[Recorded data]

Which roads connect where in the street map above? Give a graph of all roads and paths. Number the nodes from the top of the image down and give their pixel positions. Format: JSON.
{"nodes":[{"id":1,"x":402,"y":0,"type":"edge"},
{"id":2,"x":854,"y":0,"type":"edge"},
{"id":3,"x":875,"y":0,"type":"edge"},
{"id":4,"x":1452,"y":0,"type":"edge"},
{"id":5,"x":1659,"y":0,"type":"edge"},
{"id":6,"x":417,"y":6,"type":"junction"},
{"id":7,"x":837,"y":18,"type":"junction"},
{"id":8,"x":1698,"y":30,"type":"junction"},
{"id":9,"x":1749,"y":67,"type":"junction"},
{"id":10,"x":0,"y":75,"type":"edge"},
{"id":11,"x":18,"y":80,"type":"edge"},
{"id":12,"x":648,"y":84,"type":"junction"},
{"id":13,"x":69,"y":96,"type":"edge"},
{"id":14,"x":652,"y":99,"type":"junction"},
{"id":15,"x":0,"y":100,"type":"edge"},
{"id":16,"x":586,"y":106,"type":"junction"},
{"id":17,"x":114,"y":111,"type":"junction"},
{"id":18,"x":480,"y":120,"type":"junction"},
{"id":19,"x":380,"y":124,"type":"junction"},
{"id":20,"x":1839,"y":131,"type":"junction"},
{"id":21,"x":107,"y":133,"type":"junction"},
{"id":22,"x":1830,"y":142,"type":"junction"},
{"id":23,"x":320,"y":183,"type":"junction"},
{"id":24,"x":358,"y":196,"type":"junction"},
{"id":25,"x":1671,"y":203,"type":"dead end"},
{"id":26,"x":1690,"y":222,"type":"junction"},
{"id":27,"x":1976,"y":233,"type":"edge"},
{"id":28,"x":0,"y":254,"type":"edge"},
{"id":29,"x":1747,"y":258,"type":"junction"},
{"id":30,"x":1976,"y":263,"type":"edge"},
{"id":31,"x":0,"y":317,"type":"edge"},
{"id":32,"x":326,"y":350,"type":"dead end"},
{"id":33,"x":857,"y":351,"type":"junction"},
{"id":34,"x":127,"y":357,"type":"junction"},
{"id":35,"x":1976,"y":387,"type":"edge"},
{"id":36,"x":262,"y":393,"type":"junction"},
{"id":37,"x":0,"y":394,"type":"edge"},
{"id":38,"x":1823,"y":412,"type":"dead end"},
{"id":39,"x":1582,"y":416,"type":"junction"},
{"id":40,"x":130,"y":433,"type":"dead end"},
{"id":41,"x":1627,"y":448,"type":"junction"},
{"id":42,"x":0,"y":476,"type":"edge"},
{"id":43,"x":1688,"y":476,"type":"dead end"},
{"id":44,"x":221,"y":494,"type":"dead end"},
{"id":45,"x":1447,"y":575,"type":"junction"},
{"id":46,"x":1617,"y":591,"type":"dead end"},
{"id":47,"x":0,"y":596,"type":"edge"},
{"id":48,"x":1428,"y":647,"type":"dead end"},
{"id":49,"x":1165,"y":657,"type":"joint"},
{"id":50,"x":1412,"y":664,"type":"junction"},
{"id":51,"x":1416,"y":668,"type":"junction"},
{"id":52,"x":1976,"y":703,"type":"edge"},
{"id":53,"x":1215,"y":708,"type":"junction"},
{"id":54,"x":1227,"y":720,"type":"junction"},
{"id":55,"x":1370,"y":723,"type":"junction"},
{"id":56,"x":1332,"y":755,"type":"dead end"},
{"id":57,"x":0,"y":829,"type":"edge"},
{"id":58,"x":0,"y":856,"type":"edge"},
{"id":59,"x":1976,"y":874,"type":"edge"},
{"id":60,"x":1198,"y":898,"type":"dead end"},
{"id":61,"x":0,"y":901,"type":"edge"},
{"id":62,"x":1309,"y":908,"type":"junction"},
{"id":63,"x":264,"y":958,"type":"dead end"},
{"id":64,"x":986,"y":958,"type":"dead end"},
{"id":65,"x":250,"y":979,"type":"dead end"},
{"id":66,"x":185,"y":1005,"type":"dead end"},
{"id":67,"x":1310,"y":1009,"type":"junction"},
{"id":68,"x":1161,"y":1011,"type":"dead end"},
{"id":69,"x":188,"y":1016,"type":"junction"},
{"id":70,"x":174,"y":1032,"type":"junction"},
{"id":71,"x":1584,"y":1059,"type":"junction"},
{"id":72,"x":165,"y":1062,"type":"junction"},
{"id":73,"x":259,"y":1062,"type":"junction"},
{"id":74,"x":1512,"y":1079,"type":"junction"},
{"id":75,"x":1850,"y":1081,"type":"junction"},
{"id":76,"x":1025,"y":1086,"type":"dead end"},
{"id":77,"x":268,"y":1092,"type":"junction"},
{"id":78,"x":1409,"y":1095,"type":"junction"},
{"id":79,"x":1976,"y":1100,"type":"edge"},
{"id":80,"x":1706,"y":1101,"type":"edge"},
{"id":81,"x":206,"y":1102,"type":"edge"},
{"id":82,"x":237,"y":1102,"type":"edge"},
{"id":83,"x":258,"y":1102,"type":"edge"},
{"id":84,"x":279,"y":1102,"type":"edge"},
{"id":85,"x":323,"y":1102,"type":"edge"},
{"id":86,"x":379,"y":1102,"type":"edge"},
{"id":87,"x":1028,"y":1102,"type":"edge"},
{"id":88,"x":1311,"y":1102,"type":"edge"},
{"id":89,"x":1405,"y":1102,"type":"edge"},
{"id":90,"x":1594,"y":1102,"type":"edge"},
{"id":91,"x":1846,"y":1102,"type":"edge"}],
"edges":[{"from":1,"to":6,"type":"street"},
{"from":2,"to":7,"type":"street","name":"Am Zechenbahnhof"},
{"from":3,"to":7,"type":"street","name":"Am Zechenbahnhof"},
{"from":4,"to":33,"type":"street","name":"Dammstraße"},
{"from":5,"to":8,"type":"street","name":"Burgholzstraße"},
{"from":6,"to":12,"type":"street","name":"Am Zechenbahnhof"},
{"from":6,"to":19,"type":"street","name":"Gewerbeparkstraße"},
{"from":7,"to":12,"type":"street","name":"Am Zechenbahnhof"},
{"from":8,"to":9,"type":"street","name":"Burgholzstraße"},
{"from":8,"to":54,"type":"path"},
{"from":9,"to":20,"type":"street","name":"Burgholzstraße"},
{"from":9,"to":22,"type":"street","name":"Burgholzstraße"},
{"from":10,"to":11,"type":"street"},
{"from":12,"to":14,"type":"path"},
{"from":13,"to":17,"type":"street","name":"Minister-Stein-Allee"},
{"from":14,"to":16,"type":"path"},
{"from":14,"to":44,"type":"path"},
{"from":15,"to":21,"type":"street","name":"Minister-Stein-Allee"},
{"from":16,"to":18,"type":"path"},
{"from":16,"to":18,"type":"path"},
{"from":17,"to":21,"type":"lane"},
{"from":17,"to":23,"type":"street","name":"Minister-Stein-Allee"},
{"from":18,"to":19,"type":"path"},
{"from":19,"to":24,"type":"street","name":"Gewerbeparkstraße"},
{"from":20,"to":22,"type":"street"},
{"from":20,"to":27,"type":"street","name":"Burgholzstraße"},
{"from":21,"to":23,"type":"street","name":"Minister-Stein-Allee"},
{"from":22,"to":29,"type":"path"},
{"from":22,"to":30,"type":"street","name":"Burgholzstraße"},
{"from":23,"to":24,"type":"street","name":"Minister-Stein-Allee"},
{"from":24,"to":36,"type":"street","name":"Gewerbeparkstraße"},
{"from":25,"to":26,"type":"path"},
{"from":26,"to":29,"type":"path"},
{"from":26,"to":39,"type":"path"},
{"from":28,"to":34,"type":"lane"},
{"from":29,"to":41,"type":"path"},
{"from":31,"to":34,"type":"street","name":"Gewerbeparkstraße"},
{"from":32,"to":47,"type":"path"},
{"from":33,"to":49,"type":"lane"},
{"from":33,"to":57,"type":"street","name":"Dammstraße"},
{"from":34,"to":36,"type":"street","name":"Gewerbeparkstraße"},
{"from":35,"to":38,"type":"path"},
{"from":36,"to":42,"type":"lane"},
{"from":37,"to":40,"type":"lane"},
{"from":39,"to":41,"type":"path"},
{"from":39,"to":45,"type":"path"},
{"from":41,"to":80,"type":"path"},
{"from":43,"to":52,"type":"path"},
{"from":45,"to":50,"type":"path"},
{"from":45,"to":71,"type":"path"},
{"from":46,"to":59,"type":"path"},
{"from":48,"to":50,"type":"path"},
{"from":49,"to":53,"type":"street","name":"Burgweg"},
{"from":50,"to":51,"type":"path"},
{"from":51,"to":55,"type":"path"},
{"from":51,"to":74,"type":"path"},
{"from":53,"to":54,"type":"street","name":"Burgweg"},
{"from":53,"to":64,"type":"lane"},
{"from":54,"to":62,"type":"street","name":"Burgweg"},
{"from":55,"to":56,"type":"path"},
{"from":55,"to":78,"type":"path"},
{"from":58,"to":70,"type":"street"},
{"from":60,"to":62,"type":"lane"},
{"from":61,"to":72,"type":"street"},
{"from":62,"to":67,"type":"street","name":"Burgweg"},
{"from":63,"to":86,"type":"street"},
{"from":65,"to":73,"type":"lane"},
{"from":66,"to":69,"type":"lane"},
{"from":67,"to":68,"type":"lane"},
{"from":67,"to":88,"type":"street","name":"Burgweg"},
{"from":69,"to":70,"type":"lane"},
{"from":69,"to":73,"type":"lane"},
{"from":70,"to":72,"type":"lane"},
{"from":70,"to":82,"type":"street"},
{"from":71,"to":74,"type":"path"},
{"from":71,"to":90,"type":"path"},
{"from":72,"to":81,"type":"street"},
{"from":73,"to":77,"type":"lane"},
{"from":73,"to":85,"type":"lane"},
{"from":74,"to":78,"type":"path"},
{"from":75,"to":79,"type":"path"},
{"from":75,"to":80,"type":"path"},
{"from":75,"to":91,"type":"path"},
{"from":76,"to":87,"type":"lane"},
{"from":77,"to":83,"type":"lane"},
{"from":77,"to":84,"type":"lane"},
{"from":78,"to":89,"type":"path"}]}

**AIM OF THE EXERCISE**
Please copy every line in the entries where "Dammstraße" appears.

**EXERCISE SOLUTION**
{"from":4,"to":33,"type":"street","name":"Dammstraße"},
{"from":33,"to":57,"type":"street","name":"Dammstraße"},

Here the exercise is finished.